Congratulations to our long service award winners including Alison, celebrating 30 years in nursing at Addenbrooke's and Vivien with 20 years as a specialist biomedical scientist.
Alison Clark specialises in paediatric critical care and is lead nurse for the East of England Paediatric Critical Care Operational Delivery Network (PCC ODN), working across 17 Trusts.
Alison shared her story with us.
“I joined the Trust in 1992 as a staff nurse on ward C3 after completing my combined paediatric/adult training at Great Ormond Street Hospital and the Royal Berkshire Hospital.
"As part of my development, I arranged to spend a month on the 4 bedded paediatric intensive care unit (PICU) but found I loved the challenge and decided to stay!
"I progressed to senior staff nurse and then took on a clinical practice facilitator role, providing education to the team. I was involved in the in house transport team for PICU, bringing critically ill children from around the region to PICU.
"In 2004 I moved back to ward C3 as the senior sister where I continued to work until 2019 when I was appointed to my current regional role as lead nurse for PCC ODN.
In my 30 years, I have had the privilege to care for many very special patients and families. Our work on ward C3 often involved supporting babies with extremely complex health needs and a number of them were on the ward for many months at a time.Alison Clark
"I love the variety of my current role which benefits patients and families through ensuring paediatric critical care standards are maintained in whatever environment they are in.
"I have enjoyed working at CUH – the paediatric unit is a small part of the Trust but we have some amazing clinicians and teams within the department
Vivien Mendoza first travelled from the Philippines to work as a nurse in the NHS over 20 years ago.
For the past year, Vivien has been one of three matrons at the NIHR Cambridge Clinical Research Facility (CRF) in the Cambridge Clinical Research Centre (CCRC).
Vivien shared her story with us.
"I arrived in UK from the Philippines in October 2001 and started working in the neurosciences department on Ward A4 at Addenbrooke’s.
"A colleague moved to the Clinical Research Facility, in the Addenbrooke's Centre for Clinical Investigation and she encouraged me to work with her.
"At first I was hesitant, but I finally decided to follow my friend in 2009 and was offered a job. I found my whole perception of what it’s like to work in clinical research was completely wrong and this is where my career in clinical research started and I love it."
Getting involved in studies that might lead to a change in patient care or help improve the care given is truly rewarding.Vivien Mendoza
Clare Clark is a paediatric clinical nurse specialist for patients with haematological conditions and for children post bone marrow transplants.
This year Clare is celebrating 20 years’ service with CUH.
Clare shared her story with us.
"I trained as a as a registered general nurse 32 years ago, at the Lister hospital in Stevenage, qualifying in 1993 and taking on a paediatric staff nurse role.
"I started as a staff nurse on the paediatric day unit at CUH in 2001 and from 2009 to 2017 I was the senior sister for the unit. In 2017 I started my current role as paediatric clinical nurse specialist.

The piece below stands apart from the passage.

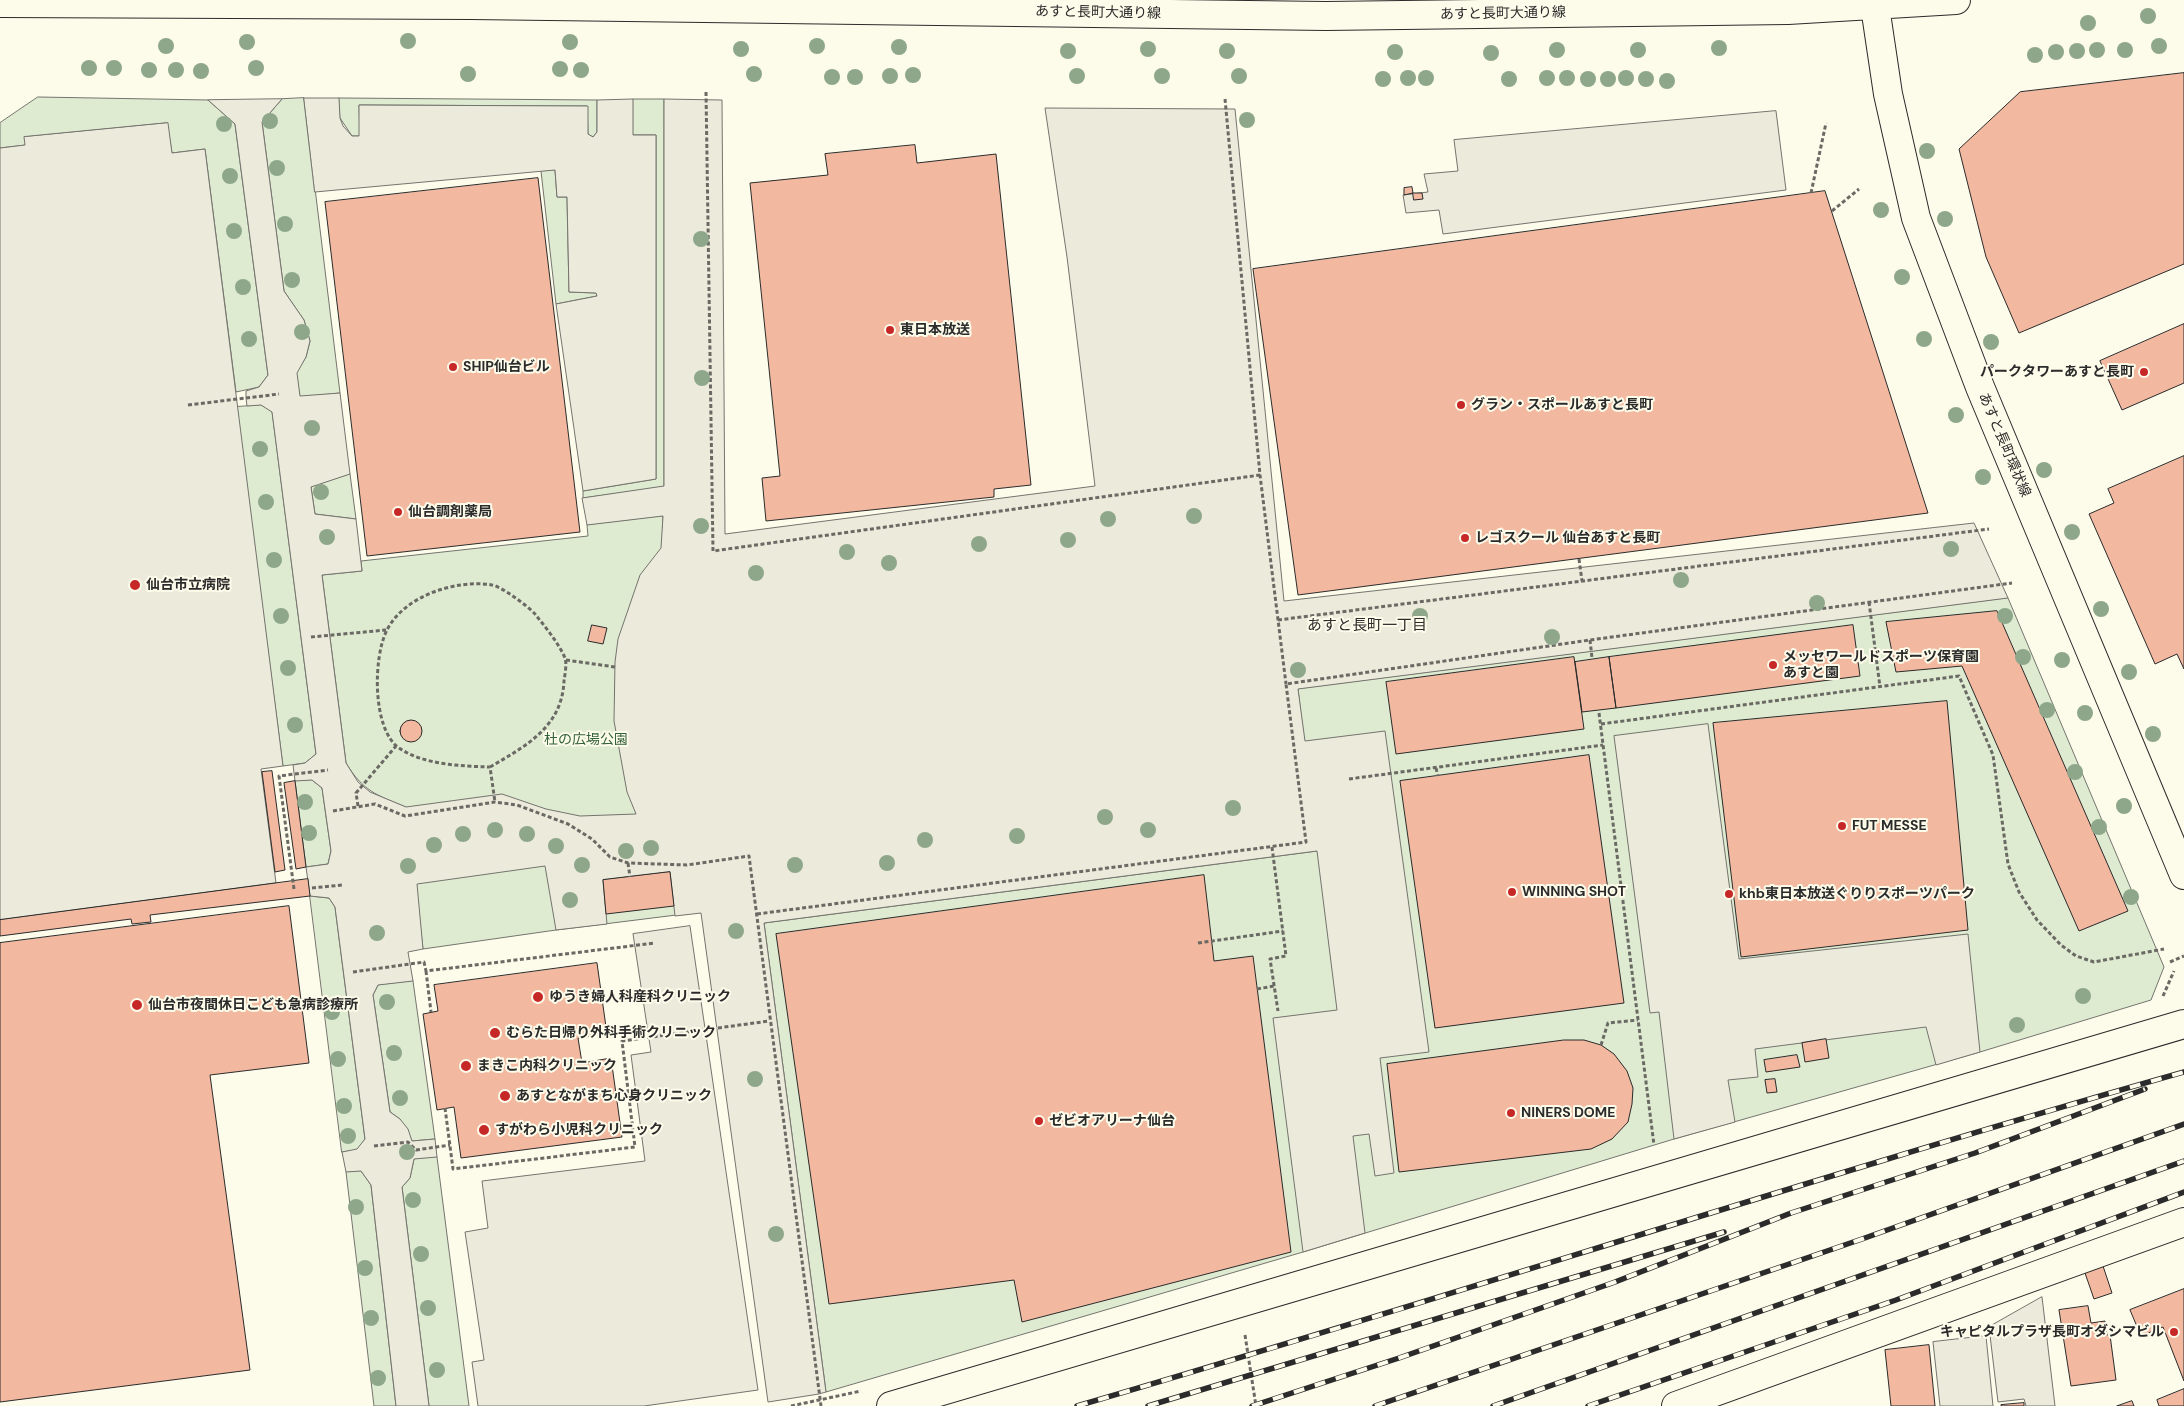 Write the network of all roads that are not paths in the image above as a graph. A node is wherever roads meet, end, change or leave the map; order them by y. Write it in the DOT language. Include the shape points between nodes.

"I felt that I could really make a difference to reduce delays in patient care so completed further training in prescribing and clinical assessment modules."
I work very closely with the children and families and am able to support them through some very difficult times.
"The role of a clinical nurse specialist benefits our patients as we are a point of contact for them. We help to reassure families, and support them with difficult news, relieving some of their anxieties, explaining in terms they understand and helping to coordinate care.
"We strive to make a patients journey as smooth as we can, helping to ensure they can get the care they require at home or closer to home if possible."
Gemma Harvey is a specialist biomedical scientist in the haematology laboratory.
This year Gemma is celebrating 20 years of work at CUH.
"I had always wanted to do something science related and was recommended to study biomedical science at a University open day.
"I became a full time medical laboratory assistant (MLA) whilst doing a work based portfolio as an accredited degree and a work based portfolio are required to register with the Health and Care Professions Council (HCPC).
"Then in 2010 I qualified as a biomedical scientist and worked in the main diagnostic lab at Addenbrooke’s, specialising in haematology. I learnt all my haematology knowledge and skills through on the job learning and studying for two work based portfolios."
My role massively benefits patients, yet you would never know I’m here.Gemma Harvey
"Biomedical scientists inform so many clinical teams of complex information and results that directly benefit numerous patients, and the department works 24/7, we work well as a team and need everyone in the teams support.
"There are a lot of interesting cases that we see as part of being a teaching hospital, which I really enjoy being part of, it feels very familiar despite growing bigger and bigger; at least until I have to find somewhere new on the ever expanding site!"